The Fourth of July has not landed on a Sunday in six years, according to the Colorado newspaper Durango Herald. And despite being hailed as the "buckle of the Bible belt," fireworks celebrations are scheduled to be held throughout the city of Nashville and surrounding counties that illustrious evening, Sunday or not.

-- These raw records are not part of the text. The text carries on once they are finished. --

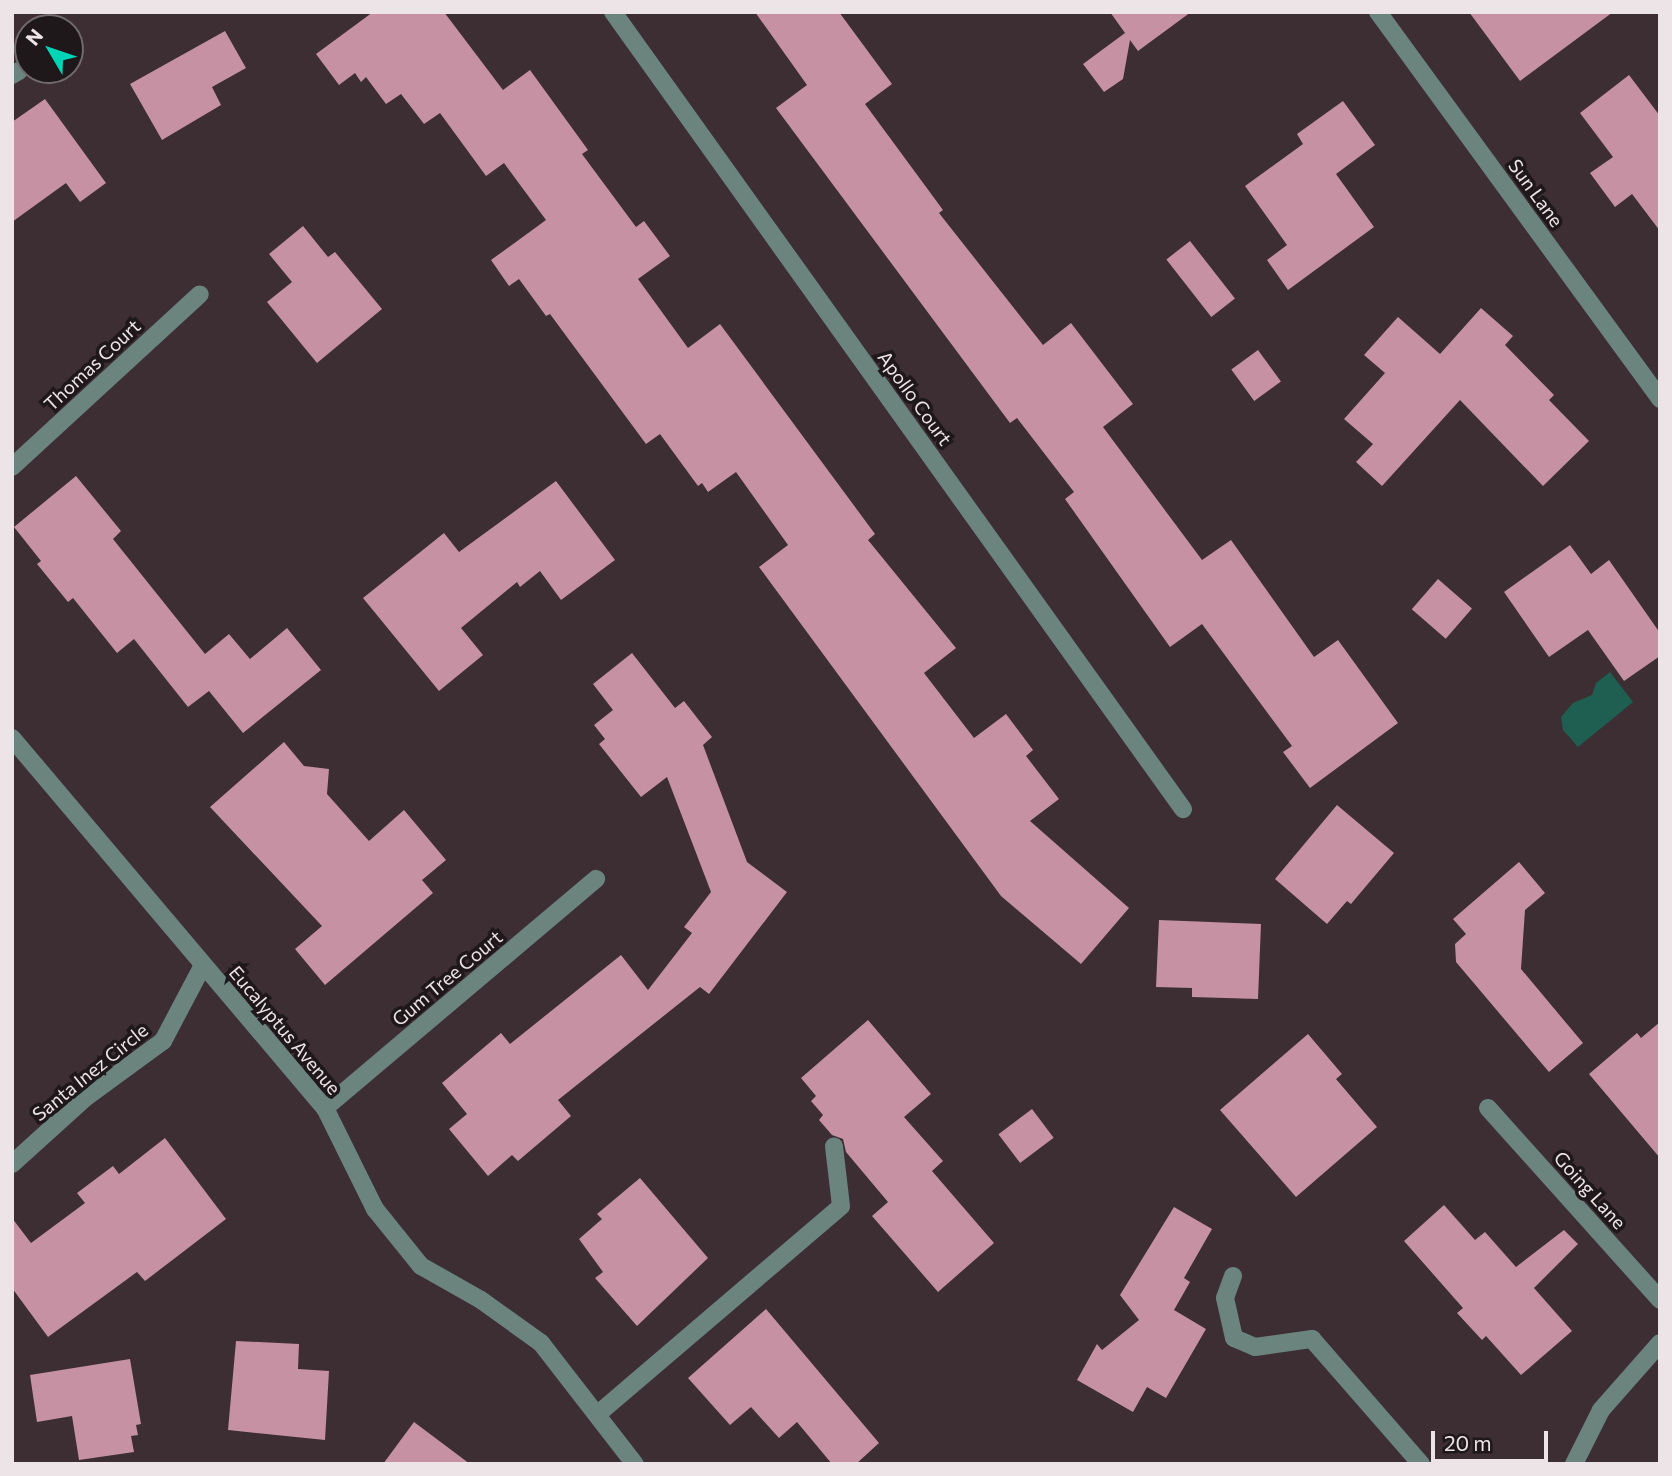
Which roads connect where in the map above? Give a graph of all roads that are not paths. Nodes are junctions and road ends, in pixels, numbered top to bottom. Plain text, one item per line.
1 (613, 12) edge
2 (1378, 12) edge
3 (201, 294) dead end
4 (1660, 398) edge
5 (12, 467) edge
6 (12, 738) edge
7 (1183, 809) dead end
8 (596, 879) dead end
9 (202, 967) junction
10 (325, 1108) junction
11 (1488, 1108) dead end
12 (834, 1146) dead end
13 (12, 1164) edge
14 (1233, 1276) dead end
15 (1660, 1300) edge
16 (1660, 1343) edge
17 (598, 1413) junction
18 (635, 1464) edge
19 (1421, 1464) edge
20 (1574, 1464) edge

1 - 7 street, Apollo Court
2 - 4 street, Sun Lane
3 - 5 street, Thomas Court
6 - 9 street, Eucalyptus Avenue
8 - 10 street, Gum Tree Court
9 - 10 street, Eucalyptus Avenue
9 - 13 street, Santa Inez Circle
10 - 17 street, Eucalyptus Avenue
11 - 15 street, Going Lane
12 - 17 street
14 - 19 street
16 - 20 street
17 - 18 street, Eucalyptus Avenue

America hasn't always felt so free to celebrate of a Sunday evening. According to James R. Heintze's Fourth of July Celebrations Database, the Sunday dilemma was formerly solved by celebrating our day of independence on Monday, July 5. The tradition of waiting until Monday started on July 4 in 1779, and went unchecked until a Senator Winthrop of Massachusetts suggested switching to Saturday, July 3, in a proposal submitted in 1858. I suppose every city started making their own decisions about when to celebrate after that, for several cities did switch to July 3, but not everyone. Thus we have cities holding fast to Sunday nights across America, leaving celebrants to enjoy their day off on Mondays.

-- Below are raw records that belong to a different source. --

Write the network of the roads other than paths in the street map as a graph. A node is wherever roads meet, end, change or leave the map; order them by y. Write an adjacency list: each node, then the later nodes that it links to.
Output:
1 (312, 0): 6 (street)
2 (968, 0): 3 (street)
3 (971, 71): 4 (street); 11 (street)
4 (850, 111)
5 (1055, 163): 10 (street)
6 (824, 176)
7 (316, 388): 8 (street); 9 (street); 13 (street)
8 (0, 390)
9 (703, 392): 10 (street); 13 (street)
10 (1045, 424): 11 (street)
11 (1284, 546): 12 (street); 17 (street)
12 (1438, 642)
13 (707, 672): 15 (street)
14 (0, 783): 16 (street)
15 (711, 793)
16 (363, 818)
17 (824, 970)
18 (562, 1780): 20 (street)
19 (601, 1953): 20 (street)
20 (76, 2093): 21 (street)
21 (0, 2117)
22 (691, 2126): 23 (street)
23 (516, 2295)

But no matter how you feel about making Sunday a festival of sights, sounds, and sentiments, 14 cities around and including Nashville are hosting fireworks, according to aboutNashville.com. So pack up those rickety old lawn chairs and set up your red, white, and bluest blanket:
- Downtown Nashville at Riverfront Park
- Nashville Sounds stadium (aka Greer Stadium, also downtown)

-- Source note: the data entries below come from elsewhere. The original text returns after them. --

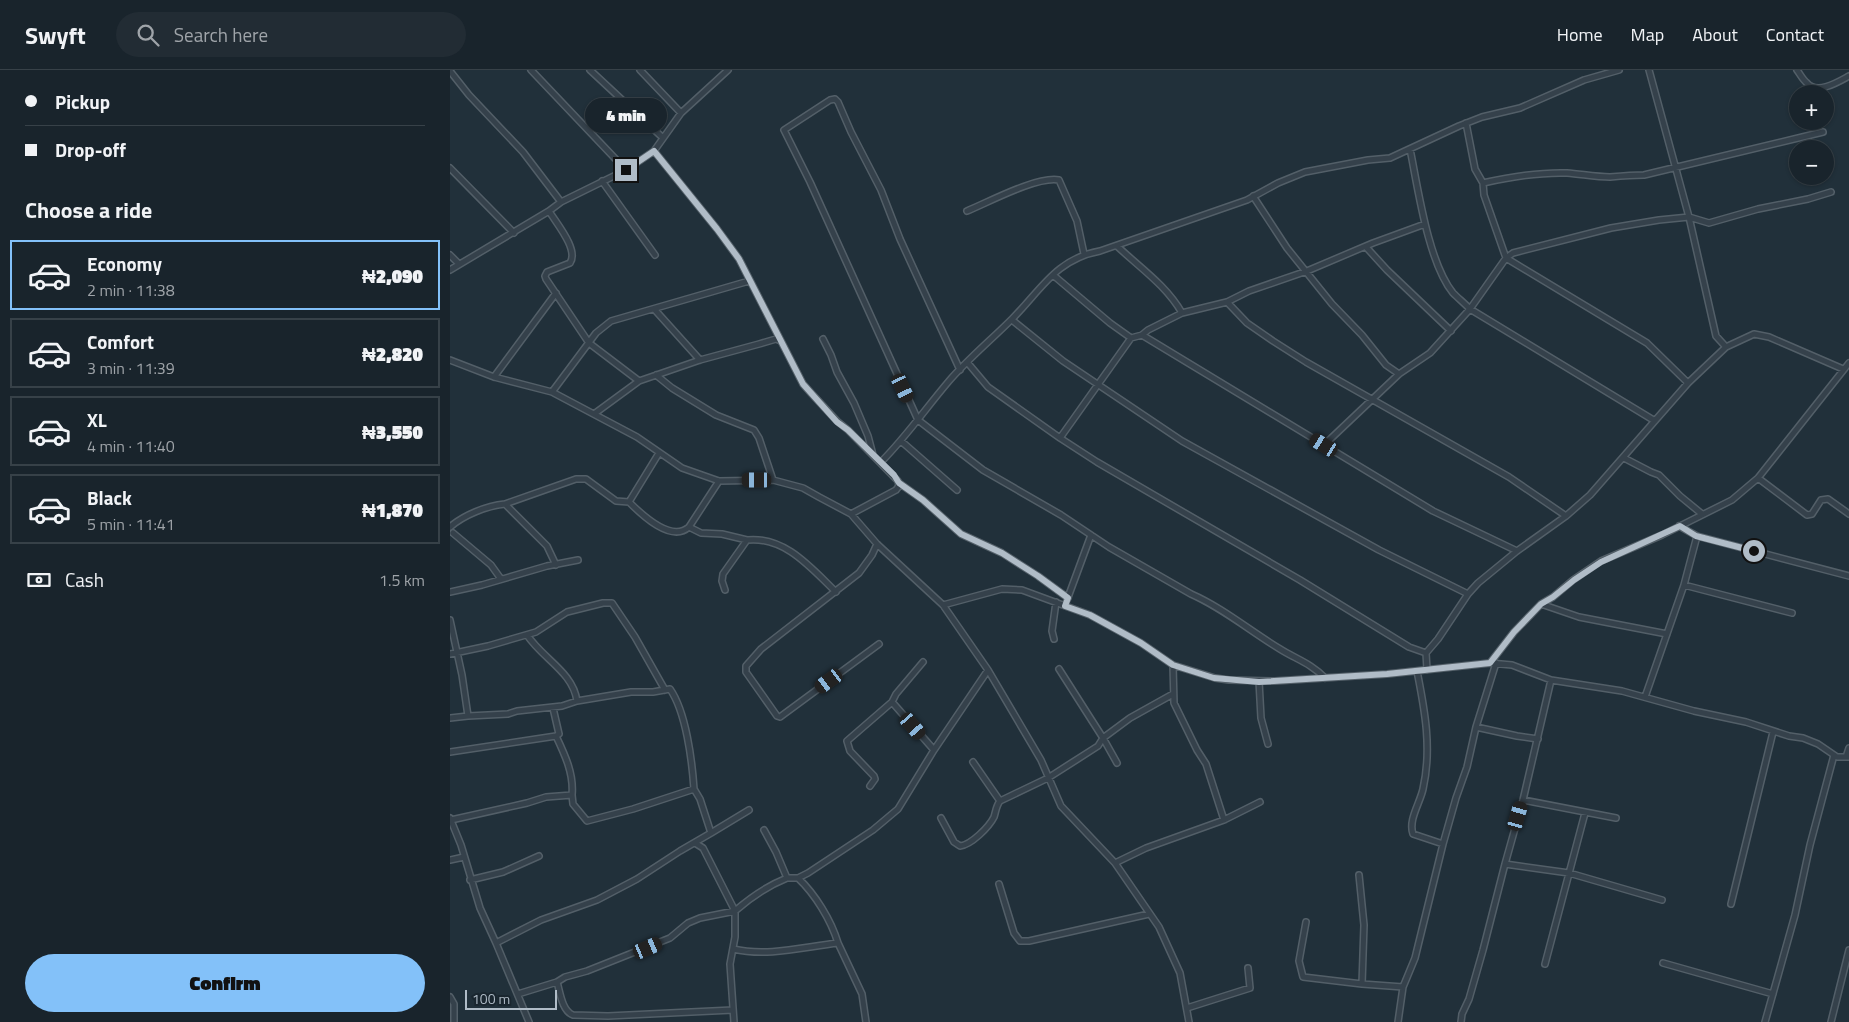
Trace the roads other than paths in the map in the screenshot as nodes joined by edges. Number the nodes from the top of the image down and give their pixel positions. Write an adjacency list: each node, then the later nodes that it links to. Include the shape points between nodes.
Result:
1 (531, 70): 18 (street)
2 (590, 70): 13 (street)
3 (640, 70): 10 (street)
4 (728, 70): 10 (street)
5 (1619, 70): 11 (street, via 1584,80 1520,108)
6 (1649, 70): 16 (street)
7 (1797, 70): 9 (street, via 1808,85 1818,88)
8 (450, 71): 23 (street, via 524,152)
9 (1849, 76)
10 (681, 113): 13 (street)
11 (1466, 123): 14 (street); 20 (street, via 1475,169)
12 (1823, 132): 16 (street)
13 (662, 137): 15 (street)
14 (1410, 149): 22 (street, via 1390,158 1305,172); 27 (street)
15 (654, 151): 18 (street); 39 (street, via 739,259)
16 (1674, 167): 20 (street, via 1611,177 1566,173 1514,176); 26 (street)
17 (450, 168): 28 (street)
18 (626, 170): 19 (street)
19 (602, 181): 23 (street); 32 (street)
20 (1482, 183): 34 (street)
21 (1831, 192): 26 (street, via 1709,223)
22 (1253, 196): 29 (street); 37 (street, via 1287,248)
23 (561, 202): 25 (street)
24 (966, 211): 31 (street, via 1039,181 1059,180 1077,221)
25 (549, 212): 28 (street); 40 (street, via 571,246 573,256 570,263 545,276)
26 (1689, 217): 34 (street, via 1611,228 1513,253); 52 (street, via 1716,336)
27 (1425, 224): 30 (street); 42 (street, via 1452,292)
28 (514, 233): 35 (street)
29 (1117, 246): 31 (street); 44 (street, via 1160,284)
30 (1366, 247): 37 (street); 46 (street)
31 (1084, 254): 38 (street)
32 (655, 255)
33 (450, 256): 35 (street)
34 (1506, 258): 42 (street); 63 (street, via 1647,343)
35 (459, 264): 36 (street)
36 (450, 270)
37 (1308, 271): 41 (street, via 1249,290); 59 (street, via 1332,304 1386,365)
38 (1053, 275): 45 (street); 48 (street)
39 (749, 281): 43 (street); 50 (street)
40 (556, 293): 51 (street); 61 (street)
41 (1227, 302): 44 (street); 66 (street, via 1247,323 1273,341)
42 (1470, 309): 46 (street); 69 (street)
43 (655, 310): 51 (street, via 612,321); 54 (street)
44 (1182, 313): 47 (street)
45 (1012, 320): 55 (street); 64 (street)
46 (1450, 331): 59 (street, via 1430,353)
47 (1142, 335): 48 (street); 72 (street)
48 (1131, 338): 64 (street)
49 (823, 339): 74 (street, via 854,403)
50 (781, 341): 54 (street, via 776,339); 74 (street, via 810,393)
51 (589, 343): 62 (street); 65 (street)
52 (1726, 347): 57 (street, via 1754,334); 63 (street)
53 (450, 360): 61 (street)
54 (700, 360): 60 (street)
55 (968, 362): 58 (street); 70 (street, via 988,387)
56 (1849, 363): 57 (street)
57 (1844, 369): 77 (street)
58 (960, 370): 68 (street); 68 (street, via 900,240 882,190 838,102 830,100 784,130)
59 (1399, 374): 66 (street)
60 (656, 375): 62 (street); 78 (street, via 716,415 754,430)
61 (494, 377): 65 (street)
62 (639, 381): 67 (street)
63 (1688, 383): 69 (street)
64 (1098, 386): 70 (street); 105 (street, via 1182,442 1379,550)
65 (552, 392): 67 (street)
66 (1372, 399): 72 (street); 87 (street, via 1509,477)
67 (594, 414): 73 (street)
68 (918, 420): 71 (street); 92 (street, via 983,470)
69 (1655, 421): 75 (street)
70 (1060, 438): 117 (street, via 1401,642)
71 (901, 441): 76 (street); 81 (street)
72 (1324, 445): 96 (street, via 1433,511)
73 (659, 453): 79 (street, via 693,473); 82 (street)
74 (874, 455): 76 (street)
75 (1624, 458): 85 (street, via 1659,475); 87 (street)
76 (881, 462): 80 (street)
77 (1758, 478): 85 (street, via 1732,500); 86 (street, via 1807,514 1812,514 1822,500 1828,499)
78 (773, 480): 79 (street); 84 (street, via 802,488)
79 (719, 481): 90 (street)
80 (899, 483): 84 (street, via 896,490); 106 (street, via 961,534 1002,553)
81 (956, 490)
82 (629, 502): 83 (street, via 616,500 586,479 576,479); 90 (street, via 659,526 679,532)
83 (505, 504): 89 (street, via 470,514); 98 (street, via 547,546)
84 (851, 514): 95 (street)
85 (1702, 514): 88 (street)
86 (1849, 514)
87 (1566, 516): 96 (street)
88 (1680, 526): 93 (street); 108 (street, via 1601,562)
89 (450, 527)
90 (689, 527): 94 (street, via 701,533)
91 (451, 533): 100 (street, via 495,569)
92 (1091, 536): 106 (street); 127 (street, via 1205,600 1280,650 1316,668)
93 (1696, 536): 99 (street); 101 (street)
94 (747, 540): 102 (street, via 723,574); 104 (street, via 778,544 800,558)
95 (877, 544): 104 (street, via 859,573); 109 (street)
96 (1517, 551): 105 (street)
97 (578, 560): 98 (street)
98 (556, 564): 100 (street)
99 (1849, 576)
100 (501, 579): 103 (street)
101 (1684, 585): 111 (street); 113 (street)
102 (725, 590)
103 (450, 592)
104 (836, 592): 116 (street, via 761,649 746,666 748,676 777,716 783,716)
105 (1468, 594): 117 (street)
106 (1068, 598): 110 (street)
107 (1056, 602): 109 (street, via 1022,590 1002,589); 110 (street); 115 (street)
108 (1541, 604): 113 (street, via 1579,617); 121 (street, via 1514,632)
109 (943, 605): 124 (street)
110 (1065, 606): 122 (street, via 1090,615)
111 (1792, 613)
112 (450, 620): 119 (street)
113 (1667, 634): 132 (street)
114 (527, 635): 119 (street); 130 (street, via 567,612 612,603); 133 (street, via 541,654 557,666 573,685)
115 (1054, 639)
116 (879, 644)
117 (1426, 653): 126 (street)
118 (450, 654): 119 (street)
119 (458, 654): 136 (street)
120 (924, 662): 134 (street)
121 (1493, 663): 126 (street); 128 (street, via 1512,665); 138 (street)
122 (1173, 665): 129 (street, via 1214,678); 131 (street)
123 (1059, 669): 141 (street)
124 (988, 670): 145 (street); 151 (street, via 1041,760)
125 (1417, 670): 126 (street); 127 (street); 167 (street, via 1428,748 1423,790 1411,827 1413,834)
126 (1428, 670)
127 (1325, 678): 129 (street)
128 (1551, 680): 132 (street); 142 (street)
129 (1259, 682): 143 (street, via 1261,718)
130 (665, 690): 133 (street); 153 (street, via 670,689 677,699 686,731)
131 (1173, 694): 141 (street, via 1130,718); 163 (street, via 1174,703 1206,764)
132 (1645, 697): 139 (street)
133 (578, 701): 135 (street)
134 (892, 702): 145 (street); 152 (street, via 847,741 850,751 874,776)
135 (553, 708): 136 (street); 140 (street, via 559,734)
136 (468, 716): 137 (street)
137 (450, 718)
138 (1476, 727): 142 (street); 167 (street)
139 (1774, 732): 147 (street, via 1803,738); 180 (street)
140 (556, 736): 146 (street); 154 (street, via 571,773)
141 (1104, 738): 150 (street); 151 (street, via 1098,746)
142 (1538, 739): 155 (street)
143 (1268, 744)
144 (1849, 748): 148 (street)
145 (934, 750): 176 (street, via 898,808 873,830)
146 (450, 752)
147 (1834, 755): 148 (street); 195 (street)
148 (1847, 757)
149 (973, 762): 156 (street)
150 (1117, 764)
151 (1048, 778): 156 (street); 171 (street, via 1061,806)
152 (870, 786)
153 (694, 788): 154 (street, via 587,821 573,804); 165 (street)
154 (572, 795): 162 (street, via 546,797)
155 (1523, 800): 159 (street); 172 (street)
156 (1000, 801): 160 (street, via 994,818 966,846 954,842)
157 (1260, 802): 163 (street)
158 (749, 810): 165 (street)
159 (1585, 813): 161 (street); 173 (street)
160 (941, 818)
161 (1616, 818)
162 (450, 819): 169 (street)
163 (1224, 820): 171 (street, via 1146,848)
164 (764, 830): 175 (street)
165 (711, 833): 166 (street)
166 (695, 843): 181 (street, via 703,848); 184 (street, via 597,900 541,920)
167 (1443, 844): 193 (street, via 1415,958)
168 (539, 856): 177 (street, via 503,872)
169 (464, 857): 170 (street); 177 (street)
170 (450, 860)
171 (1115, 863): 182 (street)
172 (1505, 864): 173 (street); 205 (street)
173 (1569, 873): 179 (street); 189 (street)
174 (1359, 875): 192 (street, via 1364,925)
175 (787, 878): 176 (street); 181 (street, via 749,898)
176 (798, 878): 185 (street, via 818,903)
177 (470, 880): 184 (street)
178 (999, 884): 182 (street, via 1014,933 1020,941)
179 (1662, 900)
180 (1731, 904)
181 (735, 911): 186 (street); 191 (street, via 713,914 688,923 670,938)
182 (1149, 914): 197 (street, via 1176,962)
183 (1306, 922): 192 (street, via 1299,961 1303,977)
184 (496, 942): 194 (street)
185 (838, 943): 186 (street, via 766,953); 202 (street, via 862,994)
186 (733, 949): 198 (street, via 730,964)
187 (1849, 950): 207 (street)
188 (1663, 963): 195 (street)
189 (1546, 964)
190 (1248, 968): 197 (street, via 1250,988)
191 (557, 982): 194 (street); 198 (street, via 566,1009 573,1015)
192 (1362, 984): 193 (street)
193 (1403, 986): 204 (street)
194 (518, 994): 200 (street)
195 (1773, 994): 206 (street)
196 (450, 997): 199 (street, via 454,1004)
197 (1187, 1008): 203 (street)
198 (734, 1010): 201 (street)
199 (454, 1022)
200 (529, 1022)
201 (734, 1022)
202 (866, 1022)
203 (1189, 1022)
204 (1398, 1022)
205 (1461, 1022)
206 (1765, 1022)
207 (1831, 1022)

- Brentwood's Crockett Park
- Franklin High School stadium
- Gallatin's Civic Center
- Goodlettsville's Moss Wright Park
- Tresa Street July Jam, out behind the Long Hollow Jamboree
- Hendersonville's Pope John Paul II High School
- Loretta Lynn''s Family Campground in Hurricane Mills, Tennessee
- Lebanon's James E. Ward Agricultural Center
- Mt. Juliet's Providence Marketplace
- Pegram's Town Hall City Park
- Watertown's 4th of July Parade & Fireworks, ostensibly in the town square
- White House City Park
Have fun, and remember--I'm just going to relate what the authorities would like me to--fireworks are illegal in Davidson County. However, nearly every road leading to another country has some sort of tent or roadside stand boasting the most glittering of fare.